Health wins and losses. The remarkable success of anti-smoking campaigns among adult Australians shows up clearly in revised figures issued today by the Australian Bureau of Statistics. The reissued National Health Survey for 2007-2008 shows how the proportion of Australians aged 18 and over who are current daily smokers has fallen from 22.4% in 2001 to 18.9%.
The story with other lifestyle risk factors is nowhere near as good. More adults are consuming alcohol in a risky fashion, we are getting more sedentary and fewer of us are eating enough fruit and vegetables.
Drink section keeps getting larger. That there is an increased risk from alcohol consumption will come as no surprise to anyone who glances each morning at our Crikey Breakfast media wrap. Stories on the abuse of alcohol are featuring more and more prominently in the newspapers and on the web.
There were four this morning after six yesterday while Sunday’s solitary contribution was a truly remarkable one from the Sydney Sunday Telegraph noting that two of the city’s grandest private schools had been forced because of “drunken, abusive” behaviour to ban alcohol from sports matches. And you thought it was just the kids who went a bit silly after a bit of booze drinking!
Victorian tax payers might agree. As the accumulated losses from Melbourne’s Formula One Grand Prix get higher and higher there would surely be many Victorians who agreed with the Indian Sports Ministry that F1 is not a sport but a rort. The decision of the Indian bureaucrats is apparently making it a little difficult for Bernie Eccleston and his mates to get their hands on $US 36.5 million payable to them by the promoters of the Indian grand prix. The approval of the Sports Ministry is required before the money can be remitted but the Ministry maintains that as F1 is not a sport permission cannot be granted. The Times of India quotes a Ministry spokesman saying that “the proposed F1 race does not satisfy conditions which focus on human endeavour for excelling in competition with others, keeping in view the whole sports movement from Olympics downwards.” The first Indian Grand Prix was scheduled to be held next year but its fate is now in the balance.
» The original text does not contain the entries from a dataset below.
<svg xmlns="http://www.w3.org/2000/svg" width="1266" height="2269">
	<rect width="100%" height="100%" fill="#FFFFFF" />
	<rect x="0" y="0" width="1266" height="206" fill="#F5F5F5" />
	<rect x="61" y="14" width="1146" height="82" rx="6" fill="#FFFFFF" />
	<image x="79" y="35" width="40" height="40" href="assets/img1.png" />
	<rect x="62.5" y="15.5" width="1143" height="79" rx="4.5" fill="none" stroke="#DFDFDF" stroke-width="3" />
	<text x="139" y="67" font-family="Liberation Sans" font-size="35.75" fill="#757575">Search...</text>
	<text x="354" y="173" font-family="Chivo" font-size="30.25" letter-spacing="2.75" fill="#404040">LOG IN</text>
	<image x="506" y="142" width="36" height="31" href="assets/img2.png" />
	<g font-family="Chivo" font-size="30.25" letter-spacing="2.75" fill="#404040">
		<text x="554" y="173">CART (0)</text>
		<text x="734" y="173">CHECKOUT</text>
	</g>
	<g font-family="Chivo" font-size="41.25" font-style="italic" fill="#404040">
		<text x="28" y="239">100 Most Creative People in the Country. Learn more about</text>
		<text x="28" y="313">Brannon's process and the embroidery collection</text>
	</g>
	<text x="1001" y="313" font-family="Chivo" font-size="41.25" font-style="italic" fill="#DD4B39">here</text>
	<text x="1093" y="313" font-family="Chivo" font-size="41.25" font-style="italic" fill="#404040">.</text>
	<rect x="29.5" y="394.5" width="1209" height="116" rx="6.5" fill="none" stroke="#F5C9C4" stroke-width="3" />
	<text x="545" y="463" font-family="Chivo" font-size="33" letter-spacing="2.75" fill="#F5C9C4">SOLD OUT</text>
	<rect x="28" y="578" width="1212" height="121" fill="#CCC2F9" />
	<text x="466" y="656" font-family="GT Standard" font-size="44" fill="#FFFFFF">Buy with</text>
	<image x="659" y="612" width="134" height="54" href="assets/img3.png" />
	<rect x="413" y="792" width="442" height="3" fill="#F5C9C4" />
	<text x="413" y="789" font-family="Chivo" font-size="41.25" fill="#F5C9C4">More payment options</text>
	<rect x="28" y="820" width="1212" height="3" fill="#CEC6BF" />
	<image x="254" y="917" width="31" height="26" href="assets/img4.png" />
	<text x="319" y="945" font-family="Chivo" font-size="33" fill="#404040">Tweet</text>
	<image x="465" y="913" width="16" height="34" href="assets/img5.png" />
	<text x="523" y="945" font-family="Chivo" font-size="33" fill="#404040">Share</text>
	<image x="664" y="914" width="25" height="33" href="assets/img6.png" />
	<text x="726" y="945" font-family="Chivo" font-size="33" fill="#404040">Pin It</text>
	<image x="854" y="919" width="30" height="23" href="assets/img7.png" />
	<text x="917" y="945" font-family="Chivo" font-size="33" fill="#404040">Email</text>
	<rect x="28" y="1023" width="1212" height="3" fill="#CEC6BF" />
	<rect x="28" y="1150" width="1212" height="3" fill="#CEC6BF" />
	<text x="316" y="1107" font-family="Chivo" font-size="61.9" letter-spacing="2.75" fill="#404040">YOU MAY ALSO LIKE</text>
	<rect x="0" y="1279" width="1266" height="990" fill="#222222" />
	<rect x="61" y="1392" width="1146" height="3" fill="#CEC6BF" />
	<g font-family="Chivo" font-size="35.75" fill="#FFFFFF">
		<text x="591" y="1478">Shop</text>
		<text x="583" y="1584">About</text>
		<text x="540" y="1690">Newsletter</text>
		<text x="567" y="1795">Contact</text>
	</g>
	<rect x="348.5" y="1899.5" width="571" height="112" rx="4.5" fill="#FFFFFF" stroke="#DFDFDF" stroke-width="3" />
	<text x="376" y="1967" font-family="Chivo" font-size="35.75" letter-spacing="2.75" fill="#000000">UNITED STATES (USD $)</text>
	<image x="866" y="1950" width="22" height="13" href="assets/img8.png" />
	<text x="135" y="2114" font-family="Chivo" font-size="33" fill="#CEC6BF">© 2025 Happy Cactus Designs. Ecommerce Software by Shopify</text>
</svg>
Let them abstain. Japanese Prime Minister Taro Aso will forever more rate near the top of any scale measuring courageous politicians. With just a couple of days to go before an election he is expected to lose Mr Aso chose to tell a group of students “If you don’t have money, you’d better not get married.” He had been asked a question about the difficulties which many young Japanese had in affording to raise a family. “It seems rather difficult to me for someone without means to win people’s respect,” said the blunt PM.